--- Given information Enclosed Below ---
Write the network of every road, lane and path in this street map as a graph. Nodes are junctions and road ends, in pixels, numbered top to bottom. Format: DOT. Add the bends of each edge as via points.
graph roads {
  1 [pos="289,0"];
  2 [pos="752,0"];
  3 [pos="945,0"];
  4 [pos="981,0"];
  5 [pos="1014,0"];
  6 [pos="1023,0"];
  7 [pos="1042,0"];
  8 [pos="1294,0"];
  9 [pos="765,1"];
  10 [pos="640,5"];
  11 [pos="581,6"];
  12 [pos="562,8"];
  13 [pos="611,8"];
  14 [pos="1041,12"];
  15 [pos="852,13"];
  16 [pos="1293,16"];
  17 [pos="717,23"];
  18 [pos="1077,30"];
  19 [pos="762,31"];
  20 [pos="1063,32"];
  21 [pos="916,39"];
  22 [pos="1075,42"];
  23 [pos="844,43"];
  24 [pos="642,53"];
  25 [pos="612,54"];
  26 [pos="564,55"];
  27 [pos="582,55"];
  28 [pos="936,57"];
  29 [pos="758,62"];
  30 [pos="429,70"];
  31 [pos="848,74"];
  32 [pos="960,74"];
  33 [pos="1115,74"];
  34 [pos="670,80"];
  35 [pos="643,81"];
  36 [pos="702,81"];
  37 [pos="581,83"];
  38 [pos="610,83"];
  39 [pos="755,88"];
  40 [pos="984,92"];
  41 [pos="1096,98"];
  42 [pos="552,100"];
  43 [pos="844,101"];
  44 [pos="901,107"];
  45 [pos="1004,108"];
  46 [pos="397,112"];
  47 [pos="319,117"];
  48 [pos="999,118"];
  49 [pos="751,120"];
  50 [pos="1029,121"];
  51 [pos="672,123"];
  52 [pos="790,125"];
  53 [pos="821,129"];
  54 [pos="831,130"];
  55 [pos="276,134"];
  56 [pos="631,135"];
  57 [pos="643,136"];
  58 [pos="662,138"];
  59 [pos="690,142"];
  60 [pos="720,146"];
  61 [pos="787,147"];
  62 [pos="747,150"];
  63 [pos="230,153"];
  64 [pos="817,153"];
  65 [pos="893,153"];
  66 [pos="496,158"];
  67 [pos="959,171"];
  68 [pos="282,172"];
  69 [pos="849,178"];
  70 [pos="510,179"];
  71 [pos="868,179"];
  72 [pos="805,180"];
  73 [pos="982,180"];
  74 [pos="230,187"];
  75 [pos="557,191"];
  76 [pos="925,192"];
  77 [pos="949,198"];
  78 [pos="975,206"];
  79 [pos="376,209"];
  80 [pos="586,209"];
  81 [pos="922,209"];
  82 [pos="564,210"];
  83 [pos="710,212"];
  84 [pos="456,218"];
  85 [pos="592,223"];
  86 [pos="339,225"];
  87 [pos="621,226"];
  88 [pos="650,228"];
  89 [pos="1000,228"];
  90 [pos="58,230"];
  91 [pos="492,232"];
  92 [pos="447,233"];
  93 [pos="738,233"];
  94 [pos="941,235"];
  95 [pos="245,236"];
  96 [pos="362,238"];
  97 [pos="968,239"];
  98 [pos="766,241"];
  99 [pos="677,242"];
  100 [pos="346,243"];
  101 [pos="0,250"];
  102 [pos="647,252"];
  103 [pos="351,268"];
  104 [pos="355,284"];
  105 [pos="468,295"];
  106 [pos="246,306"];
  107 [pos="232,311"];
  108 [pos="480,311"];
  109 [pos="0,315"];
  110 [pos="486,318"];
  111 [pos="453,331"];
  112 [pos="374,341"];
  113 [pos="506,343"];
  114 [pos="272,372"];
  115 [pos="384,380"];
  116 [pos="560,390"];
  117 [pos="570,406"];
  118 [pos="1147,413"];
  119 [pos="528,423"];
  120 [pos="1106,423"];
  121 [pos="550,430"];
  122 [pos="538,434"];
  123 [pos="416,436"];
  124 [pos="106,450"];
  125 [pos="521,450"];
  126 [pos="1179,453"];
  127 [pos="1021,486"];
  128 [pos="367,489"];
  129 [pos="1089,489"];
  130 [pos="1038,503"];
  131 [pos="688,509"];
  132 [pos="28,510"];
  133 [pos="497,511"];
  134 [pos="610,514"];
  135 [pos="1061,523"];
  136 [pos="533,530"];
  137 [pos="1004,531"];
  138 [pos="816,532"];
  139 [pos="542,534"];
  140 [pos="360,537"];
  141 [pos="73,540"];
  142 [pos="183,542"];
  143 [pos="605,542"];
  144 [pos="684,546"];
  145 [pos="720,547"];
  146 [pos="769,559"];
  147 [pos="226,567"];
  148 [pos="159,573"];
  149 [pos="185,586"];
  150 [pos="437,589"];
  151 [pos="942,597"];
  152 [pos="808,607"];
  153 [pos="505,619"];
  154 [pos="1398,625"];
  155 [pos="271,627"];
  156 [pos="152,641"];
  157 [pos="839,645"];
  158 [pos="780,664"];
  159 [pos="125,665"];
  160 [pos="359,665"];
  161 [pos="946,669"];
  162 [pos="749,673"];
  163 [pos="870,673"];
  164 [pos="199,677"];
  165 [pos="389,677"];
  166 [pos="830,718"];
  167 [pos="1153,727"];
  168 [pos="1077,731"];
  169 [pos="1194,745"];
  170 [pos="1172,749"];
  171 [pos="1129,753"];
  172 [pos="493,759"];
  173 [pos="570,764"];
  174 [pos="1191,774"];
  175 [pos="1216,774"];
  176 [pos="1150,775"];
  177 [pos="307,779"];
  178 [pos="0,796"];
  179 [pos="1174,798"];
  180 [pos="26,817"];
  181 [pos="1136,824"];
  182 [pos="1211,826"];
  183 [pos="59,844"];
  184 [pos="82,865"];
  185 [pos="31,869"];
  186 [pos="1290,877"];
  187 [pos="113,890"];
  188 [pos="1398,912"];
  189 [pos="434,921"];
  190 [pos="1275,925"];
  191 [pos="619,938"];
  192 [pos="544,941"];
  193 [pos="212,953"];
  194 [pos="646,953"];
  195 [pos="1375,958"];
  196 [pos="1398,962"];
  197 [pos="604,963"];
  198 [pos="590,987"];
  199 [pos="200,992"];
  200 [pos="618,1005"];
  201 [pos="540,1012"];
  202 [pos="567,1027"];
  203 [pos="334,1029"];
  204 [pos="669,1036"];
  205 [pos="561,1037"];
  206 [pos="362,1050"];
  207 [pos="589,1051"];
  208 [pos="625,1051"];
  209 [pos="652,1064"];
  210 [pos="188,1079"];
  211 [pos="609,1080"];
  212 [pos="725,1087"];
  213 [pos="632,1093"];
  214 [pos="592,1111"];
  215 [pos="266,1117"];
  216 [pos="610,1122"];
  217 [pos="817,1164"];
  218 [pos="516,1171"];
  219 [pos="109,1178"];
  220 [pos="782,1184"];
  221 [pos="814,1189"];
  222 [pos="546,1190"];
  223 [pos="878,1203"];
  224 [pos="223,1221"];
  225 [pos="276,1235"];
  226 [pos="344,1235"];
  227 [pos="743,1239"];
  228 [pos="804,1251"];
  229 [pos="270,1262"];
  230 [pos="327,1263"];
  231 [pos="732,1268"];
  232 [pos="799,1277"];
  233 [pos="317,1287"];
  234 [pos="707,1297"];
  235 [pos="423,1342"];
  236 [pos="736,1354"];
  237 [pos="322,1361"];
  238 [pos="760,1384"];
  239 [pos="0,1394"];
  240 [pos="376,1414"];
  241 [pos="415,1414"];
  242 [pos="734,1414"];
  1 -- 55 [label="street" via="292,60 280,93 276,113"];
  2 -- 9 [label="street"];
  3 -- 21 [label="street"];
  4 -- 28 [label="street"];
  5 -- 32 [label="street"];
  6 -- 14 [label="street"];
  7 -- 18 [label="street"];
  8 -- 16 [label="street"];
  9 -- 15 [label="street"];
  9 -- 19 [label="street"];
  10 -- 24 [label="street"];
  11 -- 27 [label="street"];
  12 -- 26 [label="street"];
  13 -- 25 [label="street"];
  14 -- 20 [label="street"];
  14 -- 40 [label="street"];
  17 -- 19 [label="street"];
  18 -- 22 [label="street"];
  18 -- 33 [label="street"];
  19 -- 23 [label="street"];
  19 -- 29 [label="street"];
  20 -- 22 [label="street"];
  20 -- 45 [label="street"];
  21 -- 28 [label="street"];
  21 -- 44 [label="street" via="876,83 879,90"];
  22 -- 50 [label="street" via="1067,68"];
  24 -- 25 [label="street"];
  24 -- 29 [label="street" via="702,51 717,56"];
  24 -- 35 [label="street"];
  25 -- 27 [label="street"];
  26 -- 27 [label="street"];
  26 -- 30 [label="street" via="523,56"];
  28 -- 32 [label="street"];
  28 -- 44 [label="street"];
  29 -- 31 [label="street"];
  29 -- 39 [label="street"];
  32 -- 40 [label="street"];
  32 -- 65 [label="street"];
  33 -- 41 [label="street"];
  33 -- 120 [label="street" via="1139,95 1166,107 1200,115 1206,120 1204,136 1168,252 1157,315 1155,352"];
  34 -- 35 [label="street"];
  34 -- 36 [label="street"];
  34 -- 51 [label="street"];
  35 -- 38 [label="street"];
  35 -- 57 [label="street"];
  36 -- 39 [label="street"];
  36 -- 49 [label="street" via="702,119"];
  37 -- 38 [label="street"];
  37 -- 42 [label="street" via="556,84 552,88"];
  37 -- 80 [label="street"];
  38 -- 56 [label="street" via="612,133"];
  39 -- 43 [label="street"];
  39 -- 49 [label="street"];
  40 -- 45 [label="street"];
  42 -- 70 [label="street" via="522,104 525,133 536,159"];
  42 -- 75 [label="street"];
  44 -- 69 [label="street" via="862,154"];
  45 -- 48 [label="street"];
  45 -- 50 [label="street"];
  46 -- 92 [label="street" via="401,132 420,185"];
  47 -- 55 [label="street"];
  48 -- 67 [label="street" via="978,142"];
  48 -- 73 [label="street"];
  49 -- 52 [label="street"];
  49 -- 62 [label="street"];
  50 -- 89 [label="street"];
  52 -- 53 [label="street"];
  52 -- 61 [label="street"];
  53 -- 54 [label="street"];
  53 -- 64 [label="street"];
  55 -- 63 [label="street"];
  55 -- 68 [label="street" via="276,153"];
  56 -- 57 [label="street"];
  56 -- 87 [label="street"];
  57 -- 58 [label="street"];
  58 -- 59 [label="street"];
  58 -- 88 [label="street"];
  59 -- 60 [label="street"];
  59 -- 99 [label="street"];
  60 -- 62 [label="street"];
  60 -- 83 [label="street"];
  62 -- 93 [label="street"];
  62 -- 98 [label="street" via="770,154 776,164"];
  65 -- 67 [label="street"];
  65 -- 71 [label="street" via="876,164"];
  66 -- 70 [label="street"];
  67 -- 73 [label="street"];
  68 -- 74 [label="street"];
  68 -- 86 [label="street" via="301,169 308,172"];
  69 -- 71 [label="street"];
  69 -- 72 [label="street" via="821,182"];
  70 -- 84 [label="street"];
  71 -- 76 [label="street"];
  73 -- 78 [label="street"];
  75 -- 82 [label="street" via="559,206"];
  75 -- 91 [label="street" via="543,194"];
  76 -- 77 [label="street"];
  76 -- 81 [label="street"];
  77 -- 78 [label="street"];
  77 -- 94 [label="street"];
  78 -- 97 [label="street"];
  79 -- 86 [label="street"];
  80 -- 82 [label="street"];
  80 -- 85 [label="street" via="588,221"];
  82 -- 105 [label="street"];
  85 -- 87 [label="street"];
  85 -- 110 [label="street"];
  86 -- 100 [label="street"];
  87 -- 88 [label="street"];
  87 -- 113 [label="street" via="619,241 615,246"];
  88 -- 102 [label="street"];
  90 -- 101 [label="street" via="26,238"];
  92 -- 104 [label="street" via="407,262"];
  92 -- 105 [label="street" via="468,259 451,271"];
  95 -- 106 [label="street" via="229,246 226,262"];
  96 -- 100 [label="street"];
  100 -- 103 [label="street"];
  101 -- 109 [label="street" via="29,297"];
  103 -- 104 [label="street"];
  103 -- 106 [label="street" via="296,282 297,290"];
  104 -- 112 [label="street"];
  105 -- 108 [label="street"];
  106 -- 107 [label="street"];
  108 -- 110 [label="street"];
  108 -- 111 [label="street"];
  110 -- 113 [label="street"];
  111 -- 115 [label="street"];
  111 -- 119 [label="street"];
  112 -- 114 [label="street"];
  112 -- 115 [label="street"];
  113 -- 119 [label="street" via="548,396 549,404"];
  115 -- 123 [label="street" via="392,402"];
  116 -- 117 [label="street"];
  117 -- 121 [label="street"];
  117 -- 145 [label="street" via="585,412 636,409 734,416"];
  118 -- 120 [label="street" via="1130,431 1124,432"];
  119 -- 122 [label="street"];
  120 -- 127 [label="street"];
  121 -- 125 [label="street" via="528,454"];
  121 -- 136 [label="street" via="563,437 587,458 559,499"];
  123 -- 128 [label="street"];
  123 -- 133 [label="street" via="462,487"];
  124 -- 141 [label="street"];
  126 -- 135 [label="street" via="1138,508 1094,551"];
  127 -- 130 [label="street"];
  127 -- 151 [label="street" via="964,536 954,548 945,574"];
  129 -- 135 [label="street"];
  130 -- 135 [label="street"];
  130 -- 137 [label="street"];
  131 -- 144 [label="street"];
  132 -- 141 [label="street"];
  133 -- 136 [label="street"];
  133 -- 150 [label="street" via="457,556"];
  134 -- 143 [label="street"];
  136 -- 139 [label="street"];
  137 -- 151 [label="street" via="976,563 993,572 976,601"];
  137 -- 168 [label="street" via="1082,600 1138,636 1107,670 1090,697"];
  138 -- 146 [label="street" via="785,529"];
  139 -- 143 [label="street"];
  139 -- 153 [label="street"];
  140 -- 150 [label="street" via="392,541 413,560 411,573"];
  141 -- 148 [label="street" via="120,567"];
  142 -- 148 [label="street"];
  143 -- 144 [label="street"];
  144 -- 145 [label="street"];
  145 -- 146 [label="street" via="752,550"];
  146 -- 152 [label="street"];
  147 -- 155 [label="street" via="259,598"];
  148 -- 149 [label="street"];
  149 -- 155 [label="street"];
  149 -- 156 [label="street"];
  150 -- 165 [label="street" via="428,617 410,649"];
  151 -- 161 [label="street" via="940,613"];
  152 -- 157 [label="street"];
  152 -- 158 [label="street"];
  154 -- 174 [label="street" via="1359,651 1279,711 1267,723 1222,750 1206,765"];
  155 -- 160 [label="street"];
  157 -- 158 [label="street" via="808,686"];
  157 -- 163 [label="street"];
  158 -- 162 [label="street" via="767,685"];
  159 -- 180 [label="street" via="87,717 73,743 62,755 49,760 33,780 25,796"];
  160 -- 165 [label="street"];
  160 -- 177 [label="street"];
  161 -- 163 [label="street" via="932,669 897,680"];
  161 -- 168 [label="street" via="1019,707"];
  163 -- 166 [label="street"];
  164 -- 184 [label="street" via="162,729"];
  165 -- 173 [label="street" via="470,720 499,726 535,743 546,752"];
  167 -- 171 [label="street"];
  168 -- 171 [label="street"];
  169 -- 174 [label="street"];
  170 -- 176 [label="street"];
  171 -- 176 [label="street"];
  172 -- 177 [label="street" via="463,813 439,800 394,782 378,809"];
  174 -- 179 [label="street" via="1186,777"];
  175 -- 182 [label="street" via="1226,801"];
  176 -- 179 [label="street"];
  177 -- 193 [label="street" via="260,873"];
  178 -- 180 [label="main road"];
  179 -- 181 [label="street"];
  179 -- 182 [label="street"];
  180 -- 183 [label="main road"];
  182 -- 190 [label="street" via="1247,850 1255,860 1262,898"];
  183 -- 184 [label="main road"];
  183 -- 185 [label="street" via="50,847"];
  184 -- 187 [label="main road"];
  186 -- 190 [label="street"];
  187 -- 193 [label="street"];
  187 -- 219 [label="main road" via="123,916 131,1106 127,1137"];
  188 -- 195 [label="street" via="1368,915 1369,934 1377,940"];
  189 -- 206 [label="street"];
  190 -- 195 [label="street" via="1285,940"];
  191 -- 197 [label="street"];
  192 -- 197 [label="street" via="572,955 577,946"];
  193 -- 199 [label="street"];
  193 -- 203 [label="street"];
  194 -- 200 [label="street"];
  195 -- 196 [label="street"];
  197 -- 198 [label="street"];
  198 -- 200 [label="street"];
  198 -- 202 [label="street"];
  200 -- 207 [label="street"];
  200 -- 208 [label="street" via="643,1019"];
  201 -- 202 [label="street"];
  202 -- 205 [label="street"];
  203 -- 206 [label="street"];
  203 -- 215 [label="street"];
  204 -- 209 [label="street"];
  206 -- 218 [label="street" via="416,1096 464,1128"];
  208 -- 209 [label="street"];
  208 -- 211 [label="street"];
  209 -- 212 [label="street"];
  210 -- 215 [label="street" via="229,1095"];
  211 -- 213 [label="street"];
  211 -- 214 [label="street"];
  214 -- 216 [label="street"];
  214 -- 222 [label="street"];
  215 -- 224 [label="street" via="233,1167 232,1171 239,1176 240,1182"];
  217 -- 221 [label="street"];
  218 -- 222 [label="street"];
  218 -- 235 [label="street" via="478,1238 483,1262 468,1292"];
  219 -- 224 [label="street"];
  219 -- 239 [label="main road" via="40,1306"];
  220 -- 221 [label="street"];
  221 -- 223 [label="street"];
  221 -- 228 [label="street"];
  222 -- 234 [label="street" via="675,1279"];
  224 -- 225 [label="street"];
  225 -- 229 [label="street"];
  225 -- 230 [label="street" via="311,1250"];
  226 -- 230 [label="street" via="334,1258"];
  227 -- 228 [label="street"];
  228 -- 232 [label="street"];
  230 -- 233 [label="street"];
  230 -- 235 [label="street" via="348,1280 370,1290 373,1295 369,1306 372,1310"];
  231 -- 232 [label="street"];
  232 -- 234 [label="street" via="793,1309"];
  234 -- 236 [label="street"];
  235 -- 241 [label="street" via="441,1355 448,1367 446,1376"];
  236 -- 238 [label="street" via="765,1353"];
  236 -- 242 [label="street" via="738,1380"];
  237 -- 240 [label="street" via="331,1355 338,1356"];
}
--- End of Enclosed Given information ---
:: Required action ::
Each line of the data in which the string "graph" appears needs to be copied.

:: Solution below ::
Write the network of every road, lane and path in this street map as a graph. Nodes are junctions and road ends, in pixels, numbered top to bottom. Format: DOT. Add the bends of each edge as via points.
graph roads {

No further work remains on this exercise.